┌────────

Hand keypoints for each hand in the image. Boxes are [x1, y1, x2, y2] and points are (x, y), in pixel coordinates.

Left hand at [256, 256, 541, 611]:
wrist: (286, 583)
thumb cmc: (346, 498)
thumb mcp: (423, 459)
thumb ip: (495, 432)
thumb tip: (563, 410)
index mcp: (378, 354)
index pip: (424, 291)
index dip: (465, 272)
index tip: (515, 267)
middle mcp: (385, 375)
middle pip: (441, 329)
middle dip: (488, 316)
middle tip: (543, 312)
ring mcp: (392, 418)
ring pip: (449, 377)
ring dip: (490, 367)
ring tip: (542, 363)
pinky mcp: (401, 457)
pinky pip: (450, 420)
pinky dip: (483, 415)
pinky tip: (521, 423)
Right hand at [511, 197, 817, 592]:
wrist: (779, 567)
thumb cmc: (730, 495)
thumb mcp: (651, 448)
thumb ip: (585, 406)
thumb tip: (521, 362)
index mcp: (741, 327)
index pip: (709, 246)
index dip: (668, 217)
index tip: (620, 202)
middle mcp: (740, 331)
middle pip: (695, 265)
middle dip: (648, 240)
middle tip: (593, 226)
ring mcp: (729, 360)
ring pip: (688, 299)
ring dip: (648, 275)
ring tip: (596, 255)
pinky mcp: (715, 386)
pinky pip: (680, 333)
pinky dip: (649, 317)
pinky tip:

└────────

▸ Problem details
Type out the full listing again, exactly as given.

▸ Written answer
Hand keypoints for each hand in the image. Boxes are [x1, y1, x2, y2] and points are (x, y), in pixel coordinates.

Left hand at [256, 256, 541, 611]:
wrist: (286, 583)
thumb cmc: (346, 498)
thumb mcp: (423, 459)
thumb ip: (495, 432)
thumb tip: (563, 410)
index mcp: (378, 354)
index pip: (424, 291)
index dip: (465, 272)
index tip: (515, 267)
middle mcp: (385, 375)
middle pip: (441, 329)
middle dip: (488, 316)
middle tip: (543, 312)
ring mcp: (392, 418)
ring pip: (449, 377)
ring dip: (490, 367)
ring tip: (542, 363)
pinky mcp: (401, 457)
pinky pip: (450, 420)
pinky dip: (483, 415)
pinky tip: (521, 423)
Right hand at [511, 197, 817, 592]:
wrist: (779, 567)
thumb cmc: (730, 495)
thumb mcp: (651, 448)
thumb ip: (585, 406)
thumb tip: (521, 362)
index mcp: (741, 327)
index pip: (709, 246)
index dip: (668, 217)
index tip: (620, 202)
middle mcp: (740, 331)
middle pip: (695, 265)
middle dip: (648, 240)
middle tip: (593, 226)
ring mcp: (729, 360)
ring pip: (688, 299)
ring dip: (648, 275)
ring tip: (596, 255)
pinky mcp: (715, 386)
pinky pip: (680, 333)
pinky dip: (649, 317)
pinky tip:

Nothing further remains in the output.